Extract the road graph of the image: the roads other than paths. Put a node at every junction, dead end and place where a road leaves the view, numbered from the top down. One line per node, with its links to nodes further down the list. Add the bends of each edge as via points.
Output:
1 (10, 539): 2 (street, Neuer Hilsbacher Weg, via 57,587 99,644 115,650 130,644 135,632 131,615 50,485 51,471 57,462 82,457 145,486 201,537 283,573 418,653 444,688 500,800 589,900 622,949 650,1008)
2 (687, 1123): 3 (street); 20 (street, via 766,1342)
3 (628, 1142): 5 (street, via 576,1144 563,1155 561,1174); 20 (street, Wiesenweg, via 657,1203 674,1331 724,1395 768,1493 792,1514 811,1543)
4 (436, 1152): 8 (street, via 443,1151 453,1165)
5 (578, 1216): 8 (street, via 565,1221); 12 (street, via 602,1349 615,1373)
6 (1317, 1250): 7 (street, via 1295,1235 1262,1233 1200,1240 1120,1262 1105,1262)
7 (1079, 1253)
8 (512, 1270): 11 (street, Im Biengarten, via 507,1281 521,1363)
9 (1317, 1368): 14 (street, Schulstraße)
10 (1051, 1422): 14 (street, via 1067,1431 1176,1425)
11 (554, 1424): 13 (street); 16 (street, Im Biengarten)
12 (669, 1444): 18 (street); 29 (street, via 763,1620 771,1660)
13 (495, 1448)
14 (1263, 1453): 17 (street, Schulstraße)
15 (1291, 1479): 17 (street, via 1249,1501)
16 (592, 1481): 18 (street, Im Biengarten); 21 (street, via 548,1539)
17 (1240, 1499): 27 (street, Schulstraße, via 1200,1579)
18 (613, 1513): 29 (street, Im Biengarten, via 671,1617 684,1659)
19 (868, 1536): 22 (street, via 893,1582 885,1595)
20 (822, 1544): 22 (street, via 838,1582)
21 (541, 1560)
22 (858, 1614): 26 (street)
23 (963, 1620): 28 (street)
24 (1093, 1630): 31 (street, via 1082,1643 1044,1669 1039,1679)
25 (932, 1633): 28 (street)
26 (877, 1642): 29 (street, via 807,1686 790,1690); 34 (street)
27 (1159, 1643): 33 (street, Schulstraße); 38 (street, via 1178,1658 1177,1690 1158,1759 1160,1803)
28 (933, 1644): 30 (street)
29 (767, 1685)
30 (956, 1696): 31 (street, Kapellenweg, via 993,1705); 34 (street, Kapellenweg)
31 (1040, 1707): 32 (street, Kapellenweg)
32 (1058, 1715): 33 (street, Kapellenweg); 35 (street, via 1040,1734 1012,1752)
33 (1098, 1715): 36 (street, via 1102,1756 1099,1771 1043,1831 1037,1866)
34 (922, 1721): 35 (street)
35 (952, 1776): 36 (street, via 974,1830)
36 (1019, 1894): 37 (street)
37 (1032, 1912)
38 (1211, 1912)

(WHAT THE EXERCISE ASKS)
Using the listing above, list every line in which the string "Schulstraße" occurs.

(RESPONSE FOR THIS EXERCISE)
9 (1317, 1368): 14 (street, Schulstraße)
14 (1263, 1453): 17 (street, Schulstraße)
17 (1240, 1499): 27 (street, Schulstraße, via 1200,1579)
27 (1159, 1643): 33 (street, Schulstraße); 38 (street, via 1178,1658 1177,1690 1158,1759 1160,1803)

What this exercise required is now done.